A Native American boy with a special gift to "see" beyond his poor eyesight journeys with an old warrior to a land of mystery and beauty.

Read More Show Less

Editorial Reviews

Publishers Weekly - Publisher's Weekly
Dorris's (Morning Girl) eloquent, beautifully crafted coming-of-age tale centers on Walnut, a near-sighted Native American boy whose uncanny ability to use his other senses earns him the adult name Sees Behind Trees. Set in the distant, pre-colonial past, the story finds the boy moving hesitantly into adulthoodgradually gaining confidence in himself and his perceptions; learning humility when he prizes his talents too highly; earning the respect of his tribe when he escorts an elderly wise man on a dangerous journey. Both sharply and lyrically observed, fraught with emotion, the first-person narrative should connect strongly with a young audience, who will quickly learn that, no matter the century or the culture, the fundamentals of growing up remain very much the same.

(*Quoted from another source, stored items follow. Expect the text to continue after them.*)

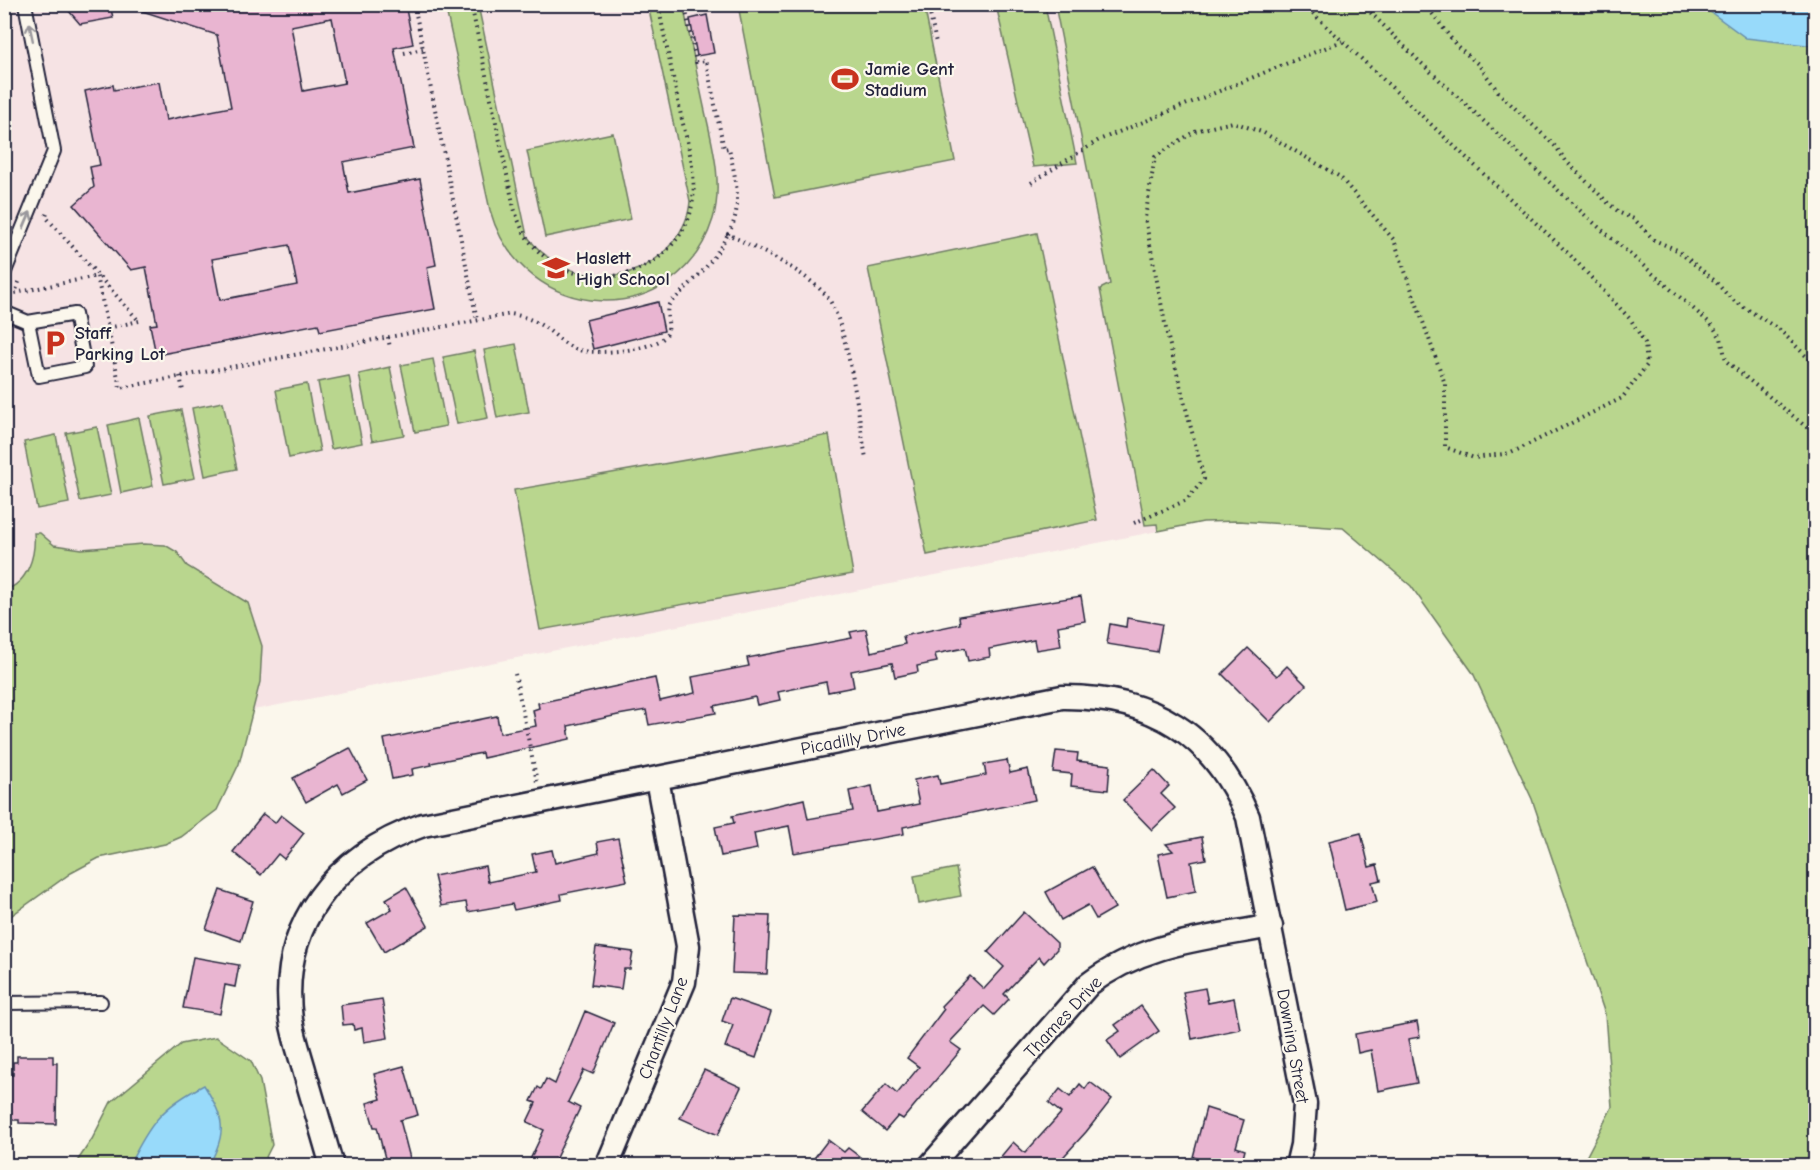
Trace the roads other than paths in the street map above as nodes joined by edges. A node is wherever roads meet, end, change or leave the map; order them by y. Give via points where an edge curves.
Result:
1 (25, 4) edge
2 (4, 274) edge
3 (4, 312) edge
4 (28, 322) junction
5 (657, 779) junction
6 (1271, 926) junction
7 (101, 1002) dead end
8 (4, 1003) edge
9 (332, 1166) edge
10 (607, 1166) edge
11 (930, 1166) edge
12 (1297, 1166) edge

2 -> 1 lane via 54,151
3 - 4 lane
4 - 4 lane via 39,376 85,367 75,314
5 - 6 street, Picadilly Drive via 1062,698 1125,702 1181,728 1207,750 1228,777 1248,817
5 - 9 street, Picadilly Drive via 541,800 403,832 350,864 321,893 296,952 290,998 295,1038
5 - 10 street, Chantilly Lane via 688,946 684,982
6 - 11 street, Thames Drive via 1163,945 1105,972 1089,984
6 - 12 street, Downing Street via 1305,1104
7 - 8 lane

The authenticity of the characterizations and setting will ease readers toward acceptance of the quasi-mystical adventure that crowns the story. It's a thrilling read, with the pleasures compounding at every turn of the page. Ages 8-up. (Oct.)

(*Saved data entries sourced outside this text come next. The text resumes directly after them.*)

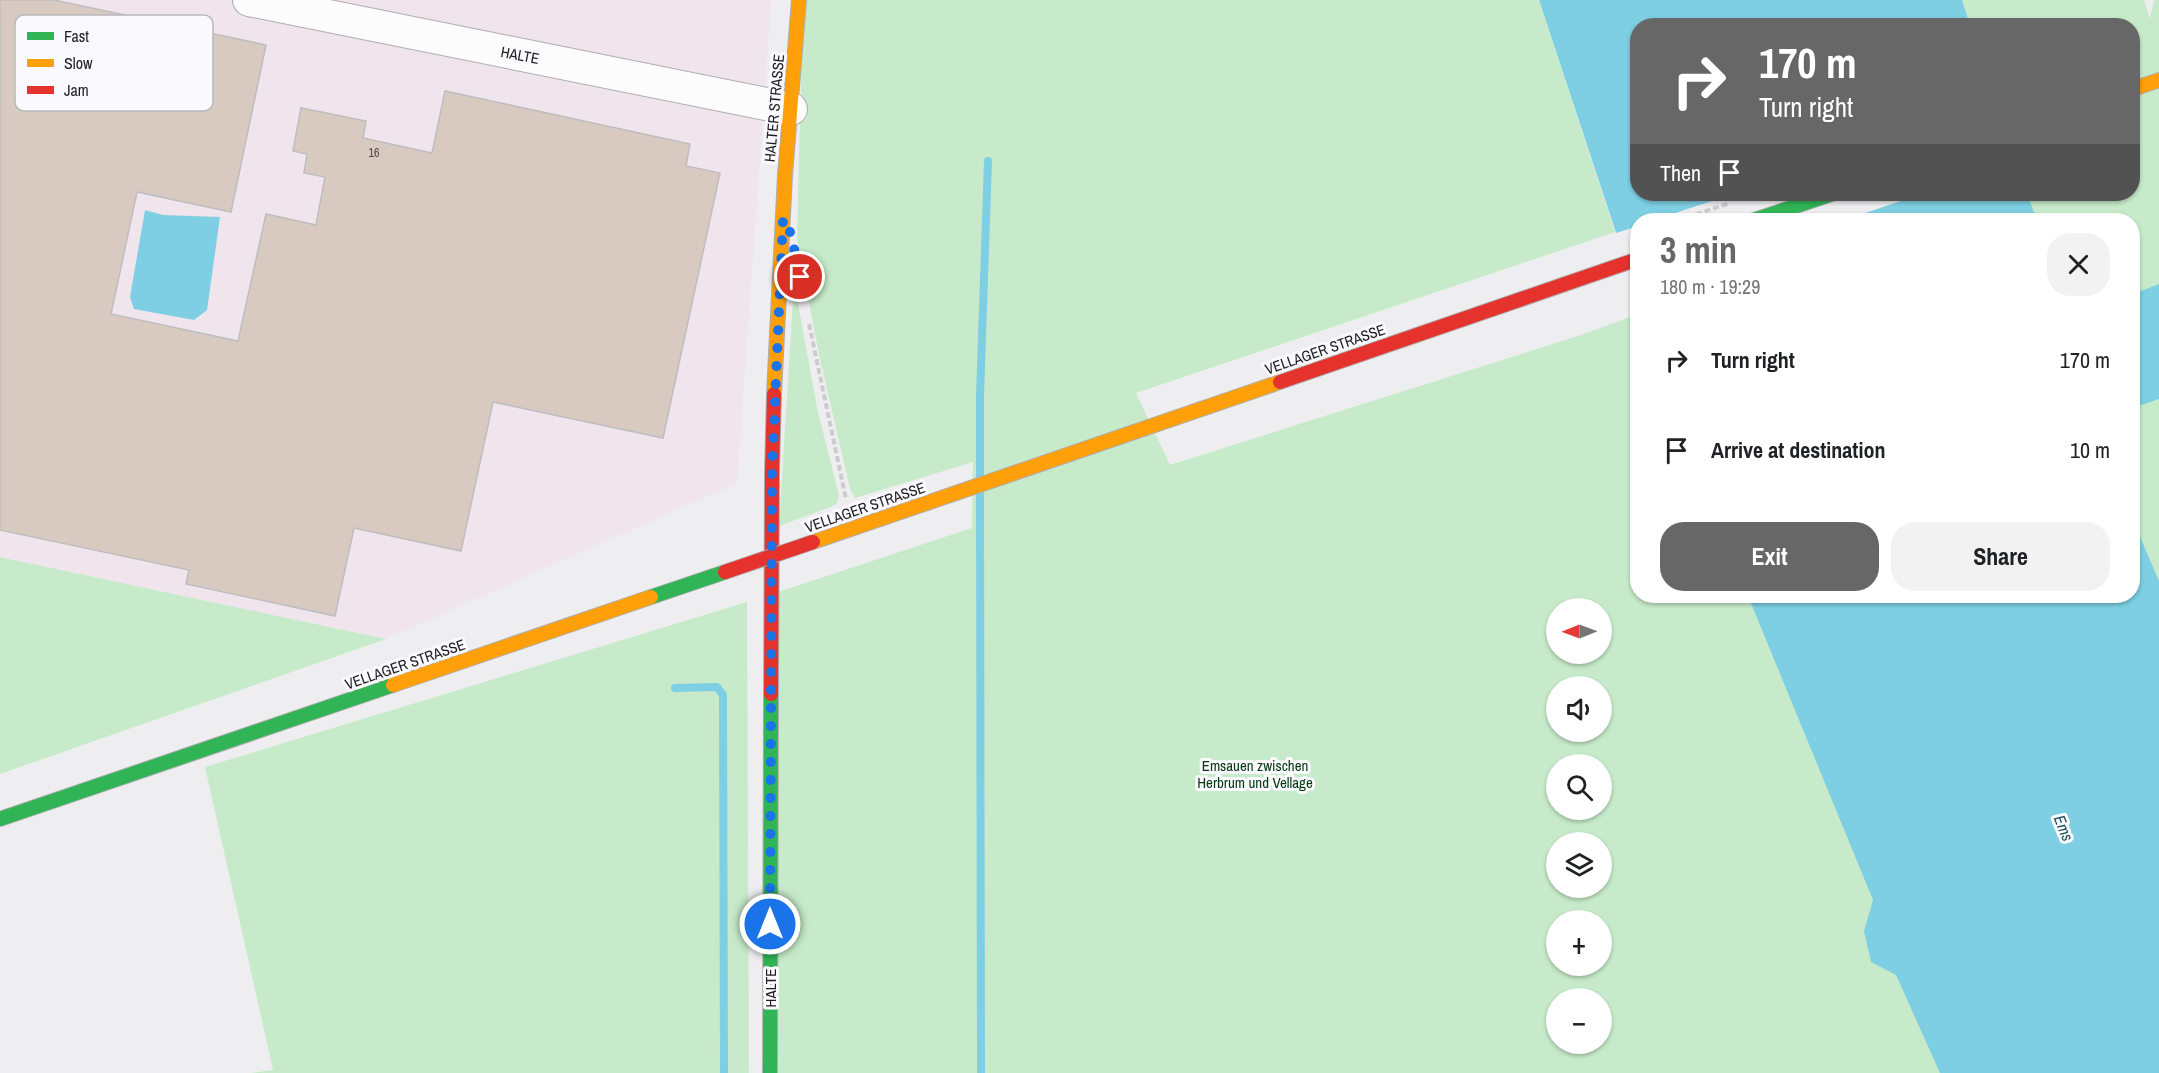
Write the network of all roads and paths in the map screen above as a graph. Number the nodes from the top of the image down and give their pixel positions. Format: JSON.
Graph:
{"nodes":[{"id":1,"x":249,"y":0,"type":"edge"},
{"id":2,"x":799,"y":0,"type":"edge"},
{"id":3,"x":2159,"y":80,"type":"edge"},
{"id":4,"x":2140,"y":87,"type":"edge"},
{"id":5,"x":791,"y":109,"type":"junction"},
{"id":6,"x":1734,"y":201,"type":"dead end"},
{"id":7,"x":1811,"y":201,"type":"edge"},
{"id":8,"x":1699,"y":213,"type":"edge"},
{"id":9,"x":1775,"y":213,"type":"edge"},
{"id":10,"x":783,"y":219,"type":"joint"},
{"id":11,"x":1630,"y":262,"type":"edge"},
{"id":12,"x":807,"y":315,"type":"dead end"},
{"id":13,"x":847,"y":506,"type":"dead end"},
{"id":14,"x":0,"y":819,"type":"edge"},
{"id":15,"x":770,"y":1073,"type":"edge"}],
"edges":[{"from":1,"to":5,"type":"street","name":"HALTE"},
{"from":2,"to":5,"type":"main road","name":"HALTER STRASSE"},
{"from":3,"to":4,"type":"main road"},
{"from":5,"to":10,"type":"main road","name":"HALTER STRASSE"},
{"from":6,"to":8,"type":"path"},
{"from":7,"to":9,"type":"main road"},
{"from":10,"to":15,"type":"main road","name":"HALTE"},
{"from":11,"to":14,"type":"main road","name":"VELLAGER STRASSE","bridge":true},
{"from":12,"to":13,"type":"path"}]}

Children's Literature - Mary Sue Preissner
Set in the 16th century, this is a steadily-paced story with wonderful character development. It is now time for Walnut, along with the other boys of the tribe, to earn their adult names. For Walnut this may be a difficult task as he cannot see as well as the others. However, with the help of his mother, Walnut has developed his other senses and, during the naming contest, earns his adult name of Sees Behind Trees. While struggling with this new identity as an adult, he befriends the elder Gray Fire, and they embark on a journey to find the elusive land of waters. This trip becomes a test of his manhood and endurance, and he learns to turn his handicap into an advantage.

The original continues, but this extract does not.